A recent notable example is the Nunavut Land Claims Agreement concluded in June 1993 by the federal and territorial governments and an organization representing the Inuit in what is now the territory known as Nunavut. This agreement set in motion the plans for the creation of a new territorial government that would afford the residents of Nunavut greater control over their future. The treaty rights of the Indigenous communities of Nunavut flowing from this agreement are recognized and affirmed in the Canadian Constitution. Following ratification - first through a Nunavut-wide referendum and then by the Parliament of Canada - the land claim agreement was enacted through federal legislation. Implementation of its boards and agencies, including co-management institutions, is ongoing.
The Government of Canada enacted the Nunavut Act in June 1993 as companion legislation to the agreement. The act established democratic territorial government institutions that became operational on April 1, 1999. The elected legislature and cabinet are located in the capital, Iqaluit. However, a decentralized approach has been taken to administrative operations, which are located in communities throughout the territory. The Nunavut government has responsibility for education, health, social services, administration of justice, and most other provincial-type responsibilities. Communications among these departments and agencies are facilitated by computer and telecommunications technology.

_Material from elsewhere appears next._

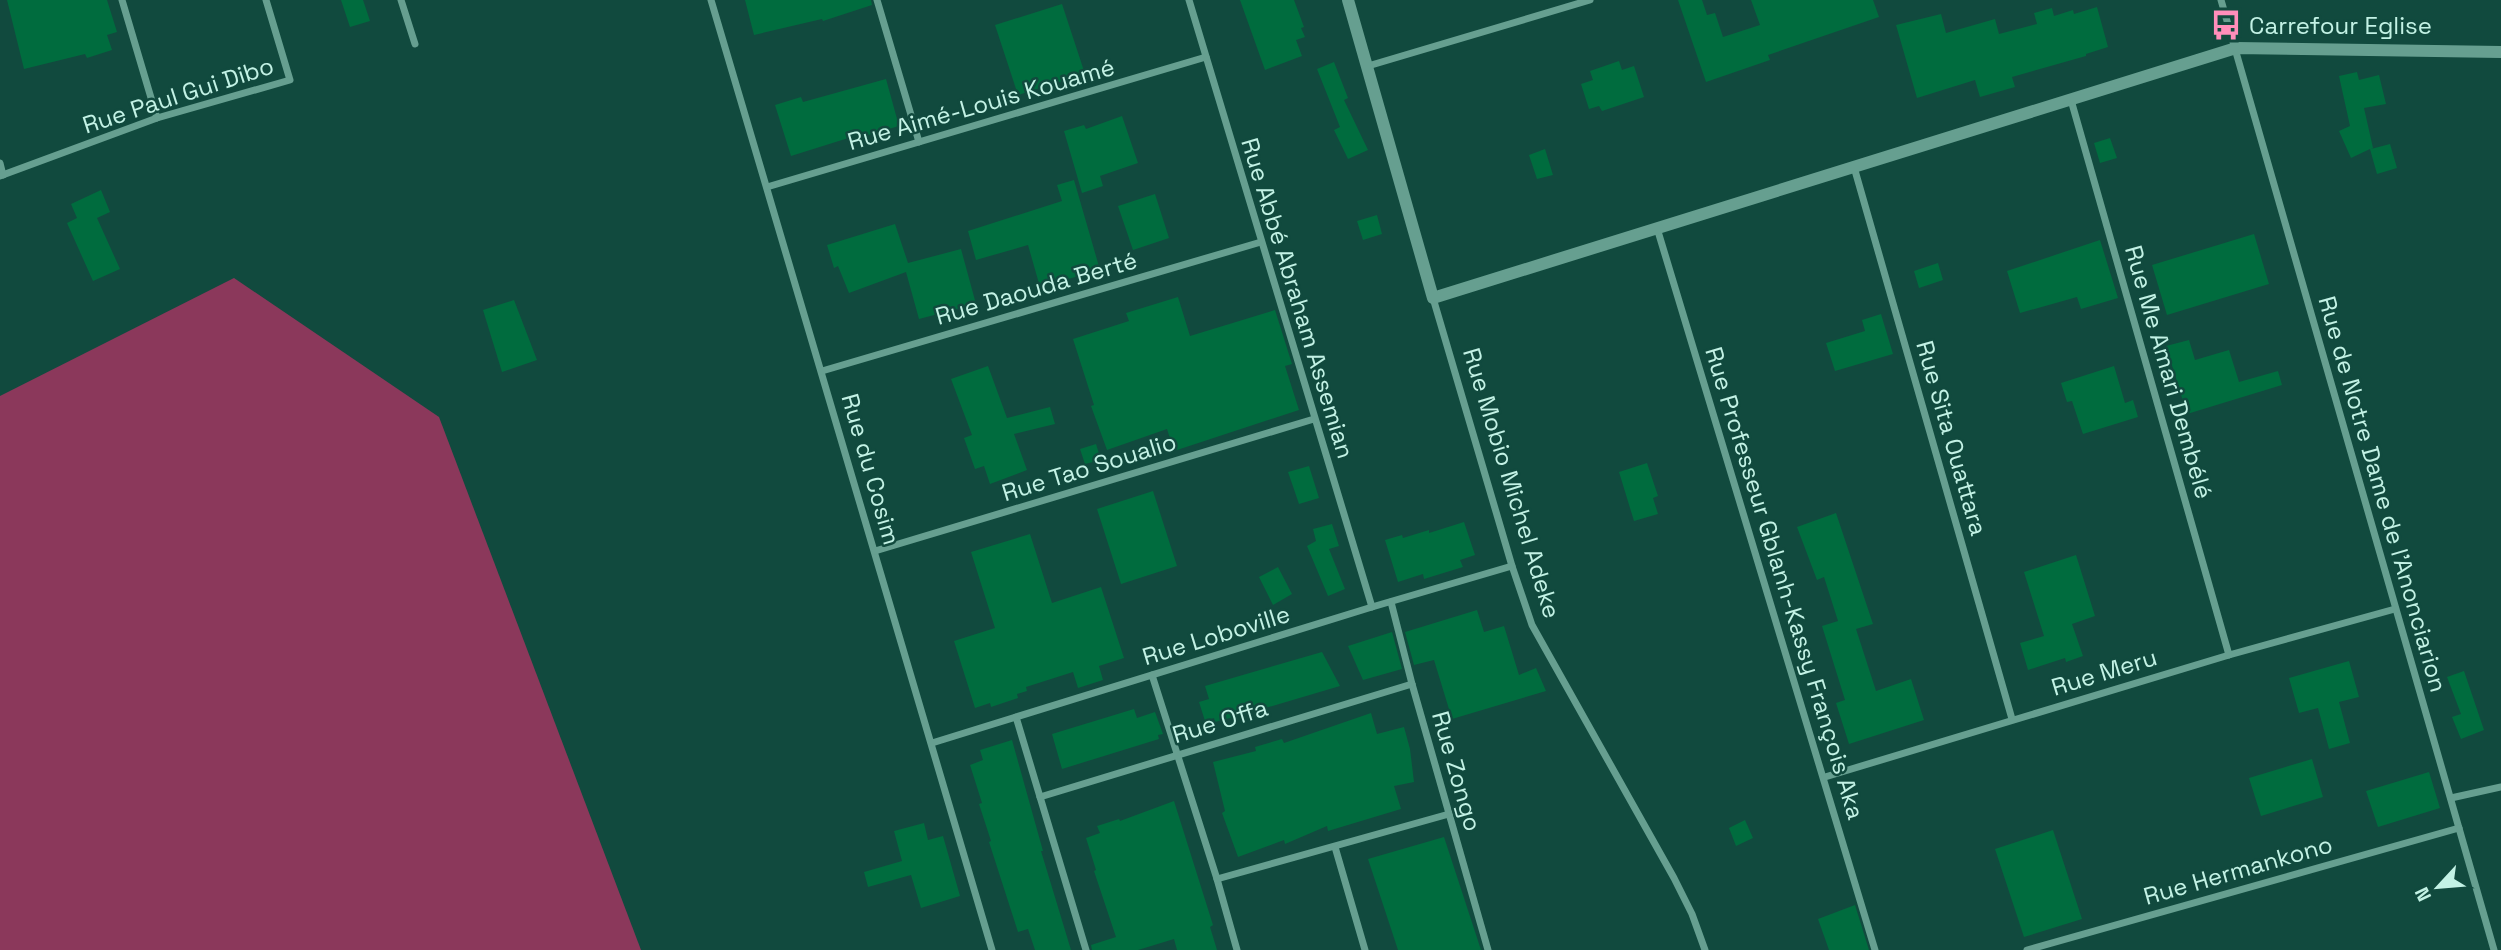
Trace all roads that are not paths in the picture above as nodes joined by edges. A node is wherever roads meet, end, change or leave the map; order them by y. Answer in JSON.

Capacity building through education, training, and on-the-job experience will be an ongoing priority for the Nunavut government for the coming years. The new government structure includes a Department of Sustainable Development. Government support services, shrimp fishing, tourism, construction, and mining are among the key economic activities anticipated for Nunavut. However, preservation of natural ecosystems and habitat continues to be a priority. Three new national parks are to be created within Nunavut, together with management plans for all parks and conservation areas.

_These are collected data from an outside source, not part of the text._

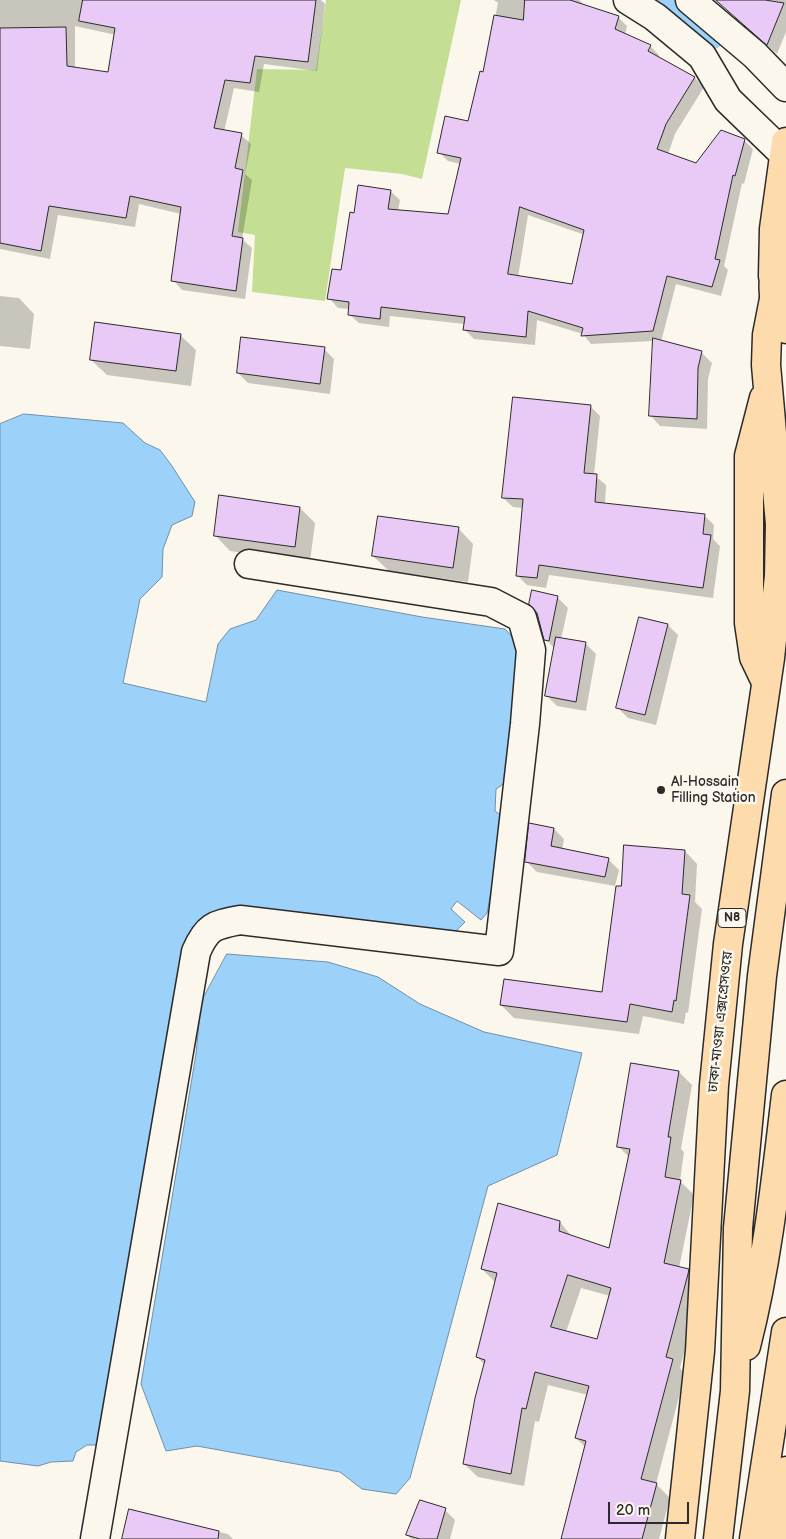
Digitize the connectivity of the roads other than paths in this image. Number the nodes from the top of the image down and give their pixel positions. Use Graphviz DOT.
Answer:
graph roads {
  1 [pos="628,0"];
  2 [pos="690,0"];
  3 [pos="786,87"];
  4 [pos="786,151"];
  5 [pos="786,240"];
  6 [pos="773,288"];
  7 [pos="786,329"];
  8 [pos="249,564"];
  9 [pos="786,794"];
  10 [pos="786,1095"];
  11 [pos="786,1332"];
  12 [pos="735,1391"];
  13 [pos="786,1471"];
  14 [pos="784,1504"];
  15 [pos="95,1539"];
  16 [pos="680,1539"];
  17 [pos="718,1539"];
  18 [pos="754,1539"];
  19 [pos="777,1539"];
  1 -- 4 [label="street"];
  2 -- 3 [label="street"];
  4 -- 6 [label="main road"];
  5 -- 6 [label="main road, ঢাকা-মাওয়া এক্সপ্রেসওয়ে / N8"];
  6 -- 7 [label="main road"];
  6 -- 16 [label="main road, ঢাকা-মাওয়া এক্সপ্রেসওয়ে / N8"];
  8 -- 15 [label="street"];
  9 -- 12 [label="main road"];
  10 -- 12 [label="main road"];
  11 -- 18 [label="main road"];
  12 -- 17 [label="main road"];
  13 -- 14 [label="main road"];
  14 -- 19 [label="main road"];
}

The Nunavut Land Claims Agreement and the Nunavut Act are elements of significant processes working to change the face of governance in Canada's North. While land claims negotiations involving Indigenous communities have been ongoing in the North since the 1970s, in August 1995, the Government of Canada released its policy guide entitled Aboriginal Self-Government: The Government of Canada's Approach to Implementation of the Inherent Right and the Negotiation of Aboriginal Self-Government.

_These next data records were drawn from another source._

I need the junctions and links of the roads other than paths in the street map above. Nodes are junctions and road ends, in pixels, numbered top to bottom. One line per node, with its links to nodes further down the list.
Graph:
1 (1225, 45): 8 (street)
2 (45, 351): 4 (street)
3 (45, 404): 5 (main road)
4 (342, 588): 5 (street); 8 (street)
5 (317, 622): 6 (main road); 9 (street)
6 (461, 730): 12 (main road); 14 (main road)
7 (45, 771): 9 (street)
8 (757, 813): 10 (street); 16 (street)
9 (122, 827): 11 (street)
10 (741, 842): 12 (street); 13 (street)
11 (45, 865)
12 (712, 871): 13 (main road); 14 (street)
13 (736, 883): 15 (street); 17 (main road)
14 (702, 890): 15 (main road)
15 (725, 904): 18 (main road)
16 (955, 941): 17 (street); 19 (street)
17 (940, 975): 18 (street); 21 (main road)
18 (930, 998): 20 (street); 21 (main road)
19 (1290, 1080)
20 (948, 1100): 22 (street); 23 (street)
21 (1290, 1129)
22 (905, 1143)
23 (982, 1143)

This policy provides for negotiated self-government arrangements that may include jurisdiction over education, language, and culture; police services; health care and social services; housing; property rights; the enforcement of Aboriginal laws; and other matters. Under this framework, the Government of Canada, in partnership with provincial and territorial governments and Indigenous communities, has undertaken processes to negotiate practical arrangements to make self-government for Indigenous communities a reality. Capacity building is central to these treaty-making, legislative, and policy initiatives. Canada is building institutions and governance models in the Arctic that will be responsive to the values of the region's Indigenous communities and other inhabitants.
Taken together, land claims and self-government agreements allow Indigenous communities the ability to decide on matters that affect their own lives and lands and to participate in co-management processes. Led by Indian and Northern Affairs Canada, the federal government consulted extensively with Aboriginal leaders at the national, regional, and local levels to develop the process for these negotiations. The land claims process has led to legislative and regulatory amendments, policy changes, and new land ownership regimes. The Inuit of Nunavut, for example, now collectively own over 350 000 square kilometres of land.
The Commissioner of the Environment and Sustainable Development is independent of government and has responsibility for reviewing the performance of government policies, programs, and spending in relation to achieving its sustainable development agenda and for encouraging government, parliamentarians, and the public to support moves toward realizing sustainable development objectives.
The Commissioner monitors progress toward sustainable development and reports to the House of Commons each year. By providing parliamentarians with objective, independent analysis and recommendations, the Commissioner assists in overseeing the federal government's efforts to protect the environment and foster sustainable development. The Commissioner also helps make the Government of Canada accountable for its policies, operations, and programs related to the environment and sustainable development.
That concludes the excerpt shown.